La pièce Une vie pour deux (La chair et autres fragments de l'amour) sera présentée du 9 au 12 avril au Centre national des arts.

Rentrée théâtrale: viens voir les comédiens...

Est-ce dû à sa reconstruction, à sa nécessité d'être repensée ? Toujours est-il que pour cette saison hors-murs, la Nouvelle Scène propose une affiche peu conventionnelle en interrogeant le théâtre sous des formes inattendues.
OTTAWA
Est-ce dû à sa reconstruction, à sa nécessité d'être repensée ? Toujours est-il que pour cette saison hors-murs, la Nouvelle Scène propose une affiche peu conventionnelle en interrogeant le théâtre sous des formes inattendues.
L'auteur Michel Ouellette et le metteur en scène Joël Beddows, habituellement programmés en saison adulte, s'adressent désormais au spectateur adolescent avec La Fille d'argile (à l'école De La Salle, le 22 février). Lapin blanc, lapin rouge du Trillium fait monter sur scène des non-comédiens (25 février-1er mars). Avec Léo, le metteur en scène Daniel Brière brouille les frontières entre théâtre physique et cirque (21 et 22 mars, au Centre des arts Shenkman). Quant aux Lab Gestes du Théâtre du Trillium, ils s'accommodent parfaitement de cette saison itinérante en s'exportant vers de nouveaux horizons. Le Bluebird Coffee sur Dalhousie, accueille le happening chorégraphique Je suis équitable, prends-moi (29-31 mai). À la Galerie Saw, on embarquera par La porte du non-retour dans un « déambulatoire théâtral et photographique » (du 27 mai-1er juin).

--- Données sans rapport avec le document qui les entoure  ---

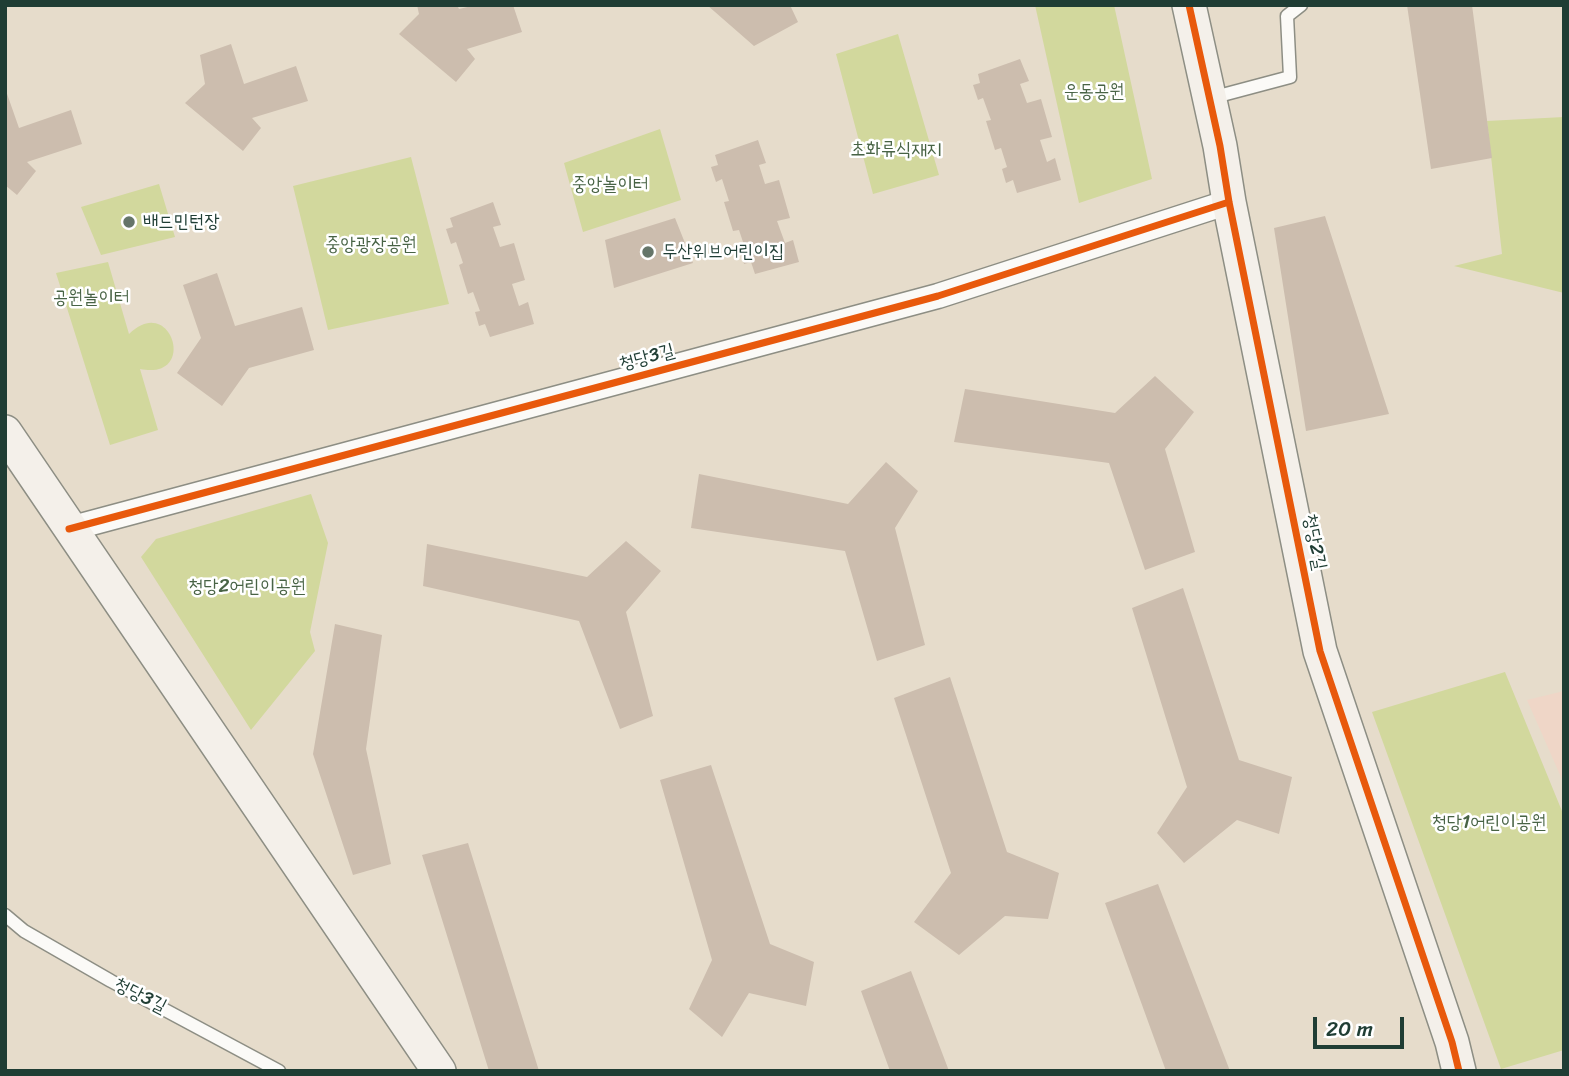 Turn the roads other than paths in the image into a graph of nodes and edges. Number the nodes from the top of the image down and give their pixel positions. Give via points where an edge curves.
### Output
1 (1189, 5) edge
2 (1301, 5) edge
3 (1210, 98) junction
4 (1229, 202) junction
5 (5, 432) edge
6 (69, 528) junction
7 (5, 915) edge
8 (279, 1071) edge
9 (439, 1071) edge
10 (1459, 1071) edge

1 - 3 street, 청당2길
2 - 3 lane via 1287,16 1290,78
3 - 4 street, 청당2길
4 - 6 street, 청당3길 via 938,296
4 - 10 street, 청당2길 via 1320,651
5 - 6 street
6 - 9 street
7 - 8 lane, 청당3길 via 24,931 111,981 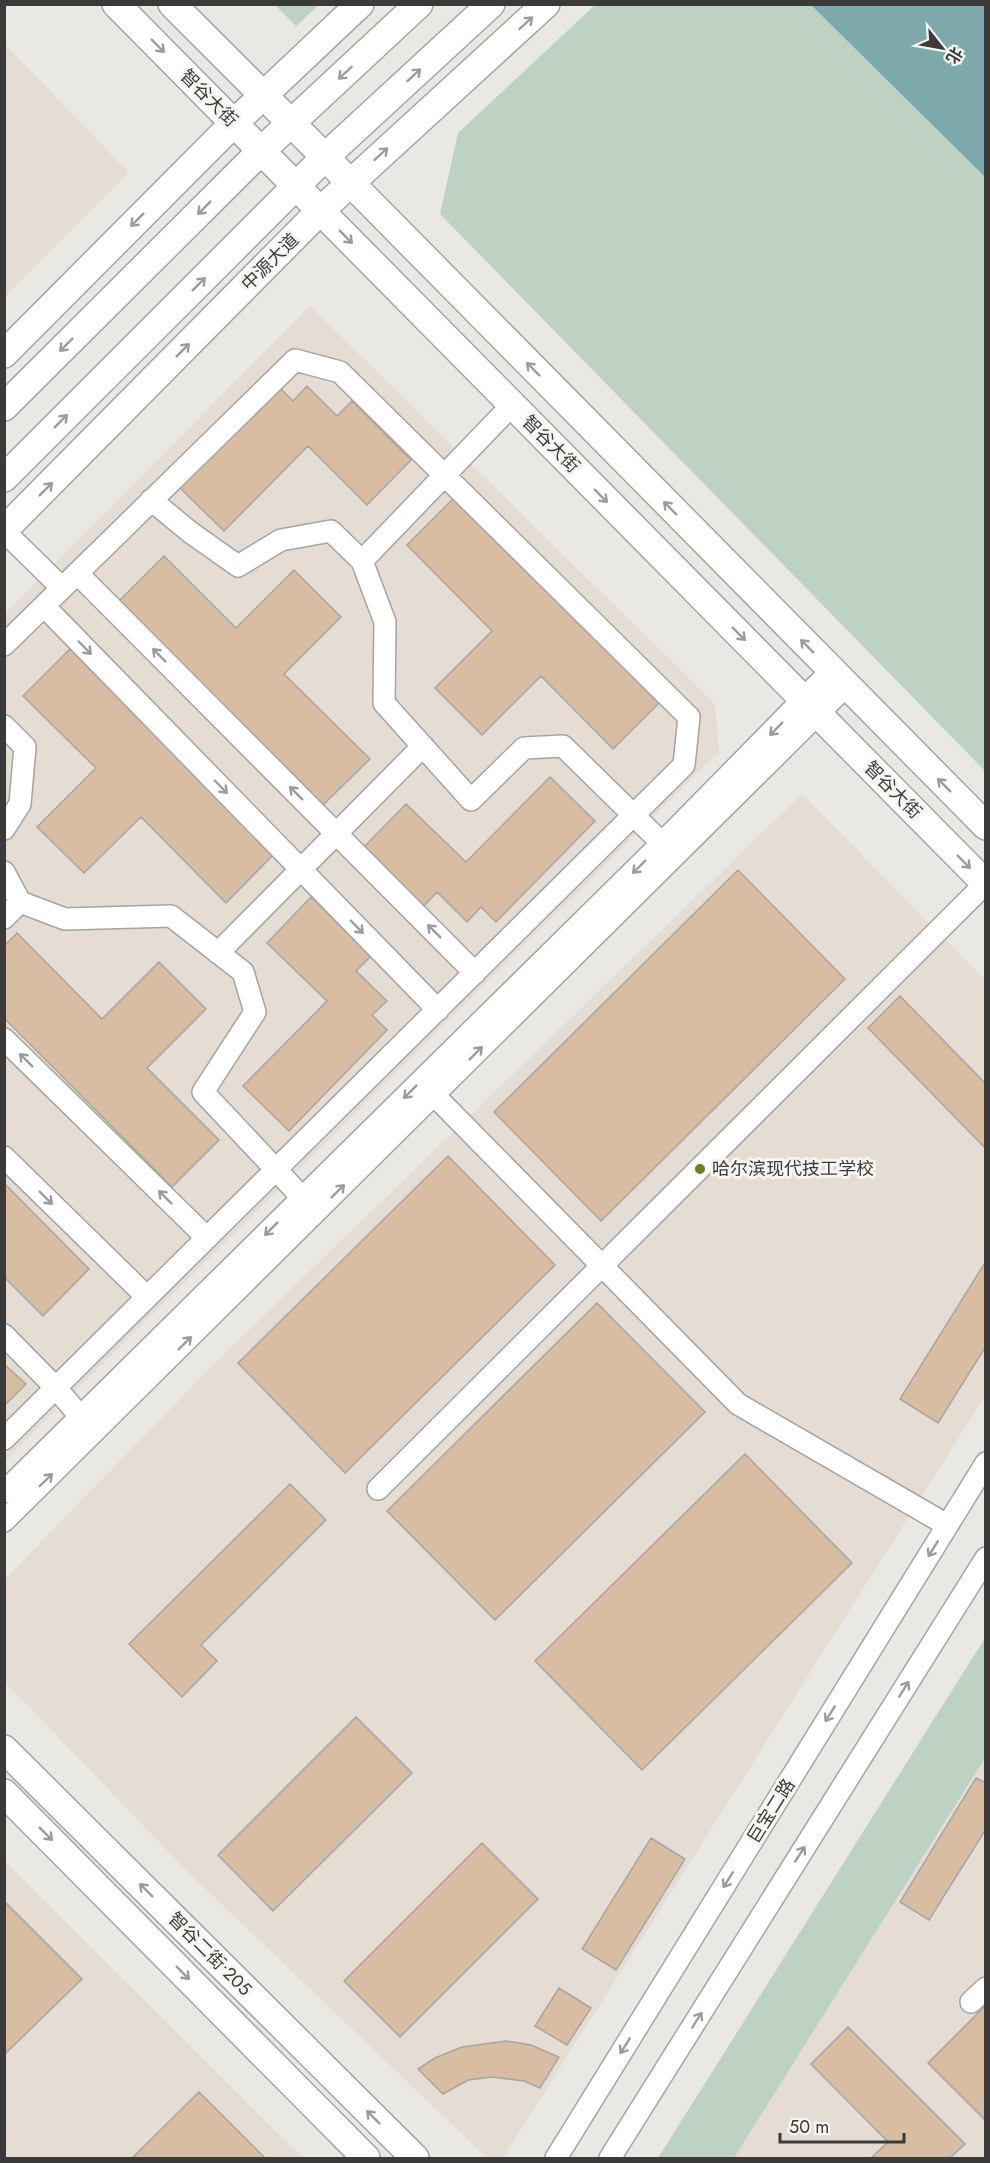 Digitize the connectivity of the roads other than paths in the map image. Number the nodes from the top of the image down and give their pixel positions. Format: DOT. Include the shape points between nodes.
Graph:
graph roads {
  1 [pos="116,4"];
  2 [pos="172,4"];
  3 [pos="360,4"];
  4 [pos="419,4"];
  5 [pos="491,4"];
  6 [pos="546,4"];
  7 [pos="263,96"];
  8 [pos="234,123"];
  9 [pos="290,124"];
  10 [pos="261,151"];
  11 [pos="325,157"];
  12 [pos="350,183"];
  13 [pos="297,188"];
  14 [pos="320,211"];
  15 [pos="4,354"];
  16 [pos="512,405"];
  17 [pos="4,407"];
  18 [pos="445,475"];
  19 [pos="4,478"];
  20 [pos="151,500"];
  21 [pos="7,533"];
  22 [pos="362,561"];
  23 [pos="77,573"];
  24 [pos="62,588"];
  25 [pos="44,606"];
  26 [pos="4,645"];
  27 [pos="839,679"];
  28 [pos="812,708"];
  29 [pos="4,726"];
  30 [pos="423,746"];
  31 [pos="634,815"];
  32 [pos="986,826"];
  33 [pos="4,829"];
  34 [pos="336,833"];
  35 [pos="668,850"];
  36 [pos="301,869"];
  37 [pos="4,872"];
  38 [pos="985,884"];
  39 [pos="20,902"];
  40 [pos="4,918"];
  41 [pos="218,953"];
  42 [pos="475,973"];
  43 [pos="438,1010"];
  44 [pos="4,1039"];
  45 [pos="434,1095"];
  46 [pos="4,1157"];
  47 [pos="276,1170"];
  48 [pos="310,1205"];
  49 [pos="207,1238"];
  50 [pos="602,1265"];
  51 [pos="147,1298"];
  52 [pos="4,1335"];
  53 [pos="56,1388"];
  54 [pos="87,1425"];
  55 [pos="4,1439"];
  56 [pos="986,1463"];
  57 [pos="378,1489"];
  58 [pos="4,1492"];
  59 [pos="4,1521"];
  60 [pos="947,1525"];
  61 [pos="986,1558"];
  62 [pos="4,1749"];
  63 [pos="4,1793"];
  64 [pos="366,2158"];
  65 [pos="415,2158"];
  66 [pos="556,2158"];
  67 [pos="610,2158"];
  1 -- 8 [label="main road, 智谷大街, one-way"];
  2 -- 7 [label="main road"];
  3 -- 7 [label="main road"];
  4 -- 9 [label="main road, one-way"];
  11 -- 5 [label="main road, 中源大道, one-way"];
  12 -- 6 [label="main road, 中源大道, one-way"];
  7 -- 8 [label="main road"];
  7 -- 9 [label="main road"];
  8 -- 10 [label="main road, 智谷大街"];
  8 -- 15 [label="main road, one-way"];
  9 -- 10 [label="main road"];
  9 -- 11 [label="main road"];
  10 -- 13 [label="main road, 智谷大街"];
  10 -- 17 [label="main road, one-way"];
  11 -- 12 [label="main road"];
  11 -- 13 [label="main road, 中源大道"];
  12 -- 14 [label="main road, 中源大道"];
  27 -- 12 [label="main road, one-way"];
  13 -- 14 [label="main road, 智谷大街"];
  19 -- 13 [label="main road, 中源大道, one-way"];
  14 -- 16 [label="main road, 智谷大街, one-way"];
  21 -- 14 [label="main road, 中源大道, one-way"];
  16 -- 18 [label="street"];
  16 -- 28 [label="main road, 智谷大街, one-way"];
  18 -- 20 [label="street" via="340,372 295,360"];
  18 -- 22 [label="street"];
  18 -- 31 [label="street" via="689,717 684,765"];
  20 -- 22 [label="street" via="238,566 281,540 331,531"];
  20 -- 23 [label="street"];
  21 -- 24 [label="street"];
  22 -- 30 [label="street" via="385,622 384,703"];
  23 -- 24 [label="street"];
  34 -- 23 [label="street, one-way"];
  24 -- 25 [label="street"];
  25 -- 26 [label="street"];
  25 -- 36 [label="street, one-way"];
  27 -- 28 [label="street"];
  32 -- 27 [label="main road, one-way"];
  28 -- 35 [label="street"];
  28 -- 38 [label="main road, 智谷大街, one-way"];
  29 -- 33 [label="street" via="25,747 20,804"];
  30 -- 31 [label="street" via="471,800 524,748 563,746"];
  30 -- 34 [label="street"];
  31 -- 35 [label="street"];
  31 -- 42 [label="street"];
  34 -- 36 [label="street"];
  42 -- 34 [label="street, one-way"];
  45 -- 35 [label="street, one-way"];
  35 -- 48 [label="street, one-way"];
  36 -- 41 [label="street"];
  36 -- 43 [label="street, one-way"];
  37 -- 39 [label="street"];
  38 -- 50 [label="street"];
  39 -- 40 [label="street"];
  39 -- 41 [label="street" via="65,919 171,916"];
  41 -- 47 [label="street" via="243,972 255,1012 203,1092"];
  42 -- 43 [label="street"];
  43 -- 47 [label="street"];
  49 -- 44 [label="street, one-way"];
  48 -- 45 [label="street, one-way"];
  45 -- 50 [label="street"];
  46 -- 51 [label="street, one-way"];
  47 -- 48 [label="street"];
  47 -- 49 [label="street"];
  48 -- 54 [label="street"];
  49 -- 51 [label="street"];
  50 -- 57 [label="street"];
  50 -- 60 [label="street" via="738,1404"];
  51 -- 53 [label="street"];
  52 -- 53 [label="street"];
  53 -- 54 [label="street"];
  53 -- 55 [label="street"];
  54 -- 58 [label="street"];
  59 -- 54 [label="street, one-way"];
  56 -- 60 [label="street, 巨宝二路"];
  60 -- 66 [label="street, 巨宝二路, one-way"];
  67 -- 61 [label="street, one-way"];
  65 -- 62 [label="main road, 智谷二街•205, one-way"];
  63 -- 64 [label="main road, 智谷二街•205, one-way"];
}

Au CNA, dix spectacles sont à l'affiche jusqu'en mai, une moitié dans le volet enfance/jeunesse, l'autre moitié à destination du public adulte. À ce chapitre, Christian Lapointe sera deux fois à l'honneur cette rentrée, avec L'homme atlantique (et la maladie de la mort) du 19 au 22 février, puis dans Le promenoir du 14 au 17 mai. Alice Ronfard apparaît également deux fois à l'affiche, pour la mise en scène d'Une vie pour deux (la chair et autres fragments de l'amour), inspirée de l'oeuvre de Marie Cardinal, du 9 au 12 avril, ainsi qu'à la co-mise en scène de Un, solo sur la quête identitaire imaginée par Mani Soleymanlou (5-8 mars). Enfin, Lorraine Pintal s'attaque à un classique de la dramaturgie québécoise en proposant sa version d'Albertine, en cinq temps de Michel Tremblay (11 mars-5 avril).
GATINEAU
Le Théâtre de l'Île planche sur la thématique inépuisable du couple : version faux psy et vrai quiproquo dans Confidences trop intimes (29 janvier-1er mars), sous la plume de Michel Tremblay avec À toi, pour toujours, ta Marie-Lou (19 mars-19 avril), en portes qui claquent et Fausses rumeurs dans cette production communautaire mise en scène par Mathieu Charette (14 mai-21 juin).
La relève théâtrale aura rendez-vous à l'Espace René-Provost pour Carte blanche, l'occasion de soumettre au public des projets artistiques originaux : on y verra ceux de Dominique Saint-Pierre et Patrick Voyer du 6 au 8 février et de Dave Jenniss et Philippe Landry du 3 au 5 avril. Quant au laboratoire de mise en scène, programmé du 4 au 8 mars, il présentera les travaux de Marc-André Charette, Julie Grethen et Mylène Ménard inspirés du texte de René Zhand « Gueux ».
La salle Odyssée défend la diversité en privilégiant des productions « tous goûts, tous publics ». Il est beaucoup question de soleil, en début d'année, avec Icare, une réinterprétation du mythe par le tandem Michel Lemieux et Victor Pilon (28 février-1er mars). Sous le soleil marseillais, ensuite, avec Marius et Fanny, une production du Théâtre du Rideau Vert (21-22 mars). À l'affiche également les comédies Vivement lundi ! (11-12 avril), et Enfantillages (2-3 mai).